Voici le cas d’un enfant qui est à la fois dépendant, émotif et perfectionniste. Ce qui nous intéresse aujourd’hui, c’est le sens du perfectionnisme et la dépendance.
Il a une très grande sensibilité et se laisse facilement perturber par ses émotions, des émotions qui vont l’empêcher de se concentrer et d’avancer. La maman stresse parce qu’elle voit le temps qui passe et tous les exercices qui restent à faire pour respecter les délais.
Tout d’abord, la sensibilité va peu à peu se lisser, elle va se déplacer et être plus maîtrisée avec l’âge, donc on la laisse s’épanouir et maturer.
Pour ce qui est du respect du délai, on mettra l’enfant en situation de challenge où le délai fait partie de l’exercice autant que la note. On peut faire une notation spéciale 50/50. Challenge: notion d’exploit sportif, vous lui en parlez comme un entraîneur, votre ton est crucial. Evitez le ton « on pourrait peut-être si tu veux » et employez plutôt « le défi que nous allons affronter maintenant, il est possible que tu n’en sois pas capable. Tu es trop petit, c’est vrai. Mais je compte sur ta force et ta rapidité. Ce sera dur pour nous deux. Car voilà comment ça va se passer… »
En fait, ce ne sera pas si dur que ça et l’enfant réussira suffisamment pour que vous en soyez contente, ce qui va le motiver puissamment.
Une maman avait un problème énorme avec son enfant, qui refusait de travailler. Elle a introduit le challenge à notre demande.

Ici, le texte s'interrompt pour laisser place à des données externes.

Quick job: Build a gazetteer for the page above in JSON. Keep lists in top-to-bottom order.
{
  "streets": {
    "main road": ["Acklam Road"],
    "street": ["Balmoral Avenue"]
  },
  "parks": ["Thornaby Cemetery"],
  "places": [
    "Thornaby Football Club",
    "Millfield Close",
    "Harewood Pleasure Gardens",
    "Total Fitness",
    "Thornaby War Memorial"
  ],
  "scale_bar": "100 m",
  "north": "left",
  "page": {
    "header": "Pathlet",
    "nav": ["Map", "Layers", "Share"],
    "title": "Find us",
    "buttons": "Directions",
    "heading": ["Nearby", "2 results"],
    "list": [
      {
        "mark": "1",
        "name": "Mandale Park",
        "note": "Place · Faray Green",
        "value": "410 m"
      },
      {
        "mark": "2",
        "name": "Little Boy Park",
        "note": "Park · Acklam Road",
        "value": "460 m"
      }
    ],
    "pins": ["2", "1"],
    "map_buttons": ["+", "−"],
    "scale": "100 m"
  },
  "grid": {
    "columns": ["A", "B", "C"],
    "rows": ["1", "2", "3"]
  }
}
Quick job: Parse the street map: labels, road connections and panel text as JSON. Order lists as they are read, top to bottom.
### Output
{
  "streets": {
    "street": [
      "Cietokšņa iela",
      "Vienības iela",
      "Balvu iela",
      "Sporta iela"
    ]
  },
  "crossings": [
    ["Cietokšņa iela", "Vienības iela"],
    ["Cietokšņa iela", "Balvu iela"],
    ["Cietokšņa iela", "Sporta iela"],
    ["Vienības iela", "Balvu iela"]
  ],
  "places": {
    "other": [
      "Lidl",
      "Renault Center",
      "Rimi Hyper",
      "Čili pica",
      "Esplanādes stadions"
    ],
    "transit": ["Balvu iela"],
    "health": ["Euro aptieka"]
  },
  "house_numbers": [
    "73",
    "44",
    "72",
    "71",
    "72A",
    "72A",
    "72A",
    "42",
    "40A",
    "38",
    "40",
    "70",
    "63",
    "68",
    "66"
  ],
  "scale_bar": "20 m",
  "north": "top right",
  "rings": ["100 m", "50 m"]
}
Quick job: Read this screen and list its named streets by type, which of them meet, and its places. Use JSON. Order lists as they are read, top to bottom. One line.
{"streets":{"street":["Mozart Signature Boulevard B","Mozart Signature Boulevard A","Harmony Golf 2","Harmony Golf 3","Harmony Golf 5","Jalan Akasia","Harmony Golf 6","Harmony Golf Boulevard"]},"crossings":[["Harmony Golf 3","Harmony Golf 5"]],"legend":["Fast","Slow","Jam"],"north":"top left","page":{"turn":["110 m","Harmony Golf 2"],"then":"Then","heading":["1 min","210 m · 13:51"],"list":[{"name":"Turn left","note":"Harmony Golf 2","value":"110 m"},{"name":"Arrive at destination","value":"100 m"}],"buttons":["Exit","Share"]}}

Bonjour Rémy,Challenge réussi ce matin !F. progresse en flèche, ses capacités se réveillent !J’ai bien préparé F. plusieurs jours avant ce jour.Hier soir j’ai écris le déroulement du challenge, dictée, analyse grammaticale, calcul mental, addition, soustraction, problème.La matinée était assurée pour la réussite, en deux heures le travail fut parfaitement terminé.F. a dû écrire, réécrire, recommencer pour finalement réussir chaque épreuve.Rémy, vous êtes un super coach, je suis hyper méga contente. En moi sommeille aussi des capacités, quelle réjouissance !
Le perfectionniste
Ce garçon par ailleurs aime que sa maman reste toujours à côté de lui pendant qu’il fait les exercices. Il demande à sa maman de valider chacune de ses réponses avant d’écrire. C’est épuisant pour la maman qui se sent accaparée. Elle n’est d’ailleurs pas sûre que ce soit un bien pour son fils.
C’est assez rare. On a affaire à un perfectionniste, quelqu’un qui pourrait aller très loin dans son domaine. Donc, ça confirme qu’on doit associer un respect du temps. Mais sans rien casser. Car on note aussi une inquiétude, une peur de faire une erreur. Or, l’erreur, nous l’avons vu, est bénéfique. Il ne faut pas que l’enfant en ait peur.
Il faudra donc faire attention quand on présentera le challenge. Au début, la note sur le délai pourrait être sur 20 et le reste sur 70, le respect du délai ne serait qu’une prime. Ensuite, on augmentera. Il apprendra ainsi à rendre un travail dans les temps, ce qui est le problème bien connu des chercheurs (beaucoup se sont effondrés dans la vie parce qu’ils en étaient incapables). C’est au parent de le lui apprendre.
Expliquez-lui sous forme d’histoires: un jour, un roi attendait un message lui indiquant où trouver un trésor. L’homme qui était chargé d’écrire le message et de le faire parvenir par un messager, fut impressionné et décida de recommencer son message car il n’était pas content de la manière dont le message était rédigé. Il recommença cent fois et enfin, il le remit au messager qui partit. Hélas, quand le messager parvint au roi, le roi en colère lui dit: « Va dire à celui qui a écrit ce message que le trésor de notre peuple a été volé par des pillards qui sont arrivés sur place avant nous. C’est trop tard ! »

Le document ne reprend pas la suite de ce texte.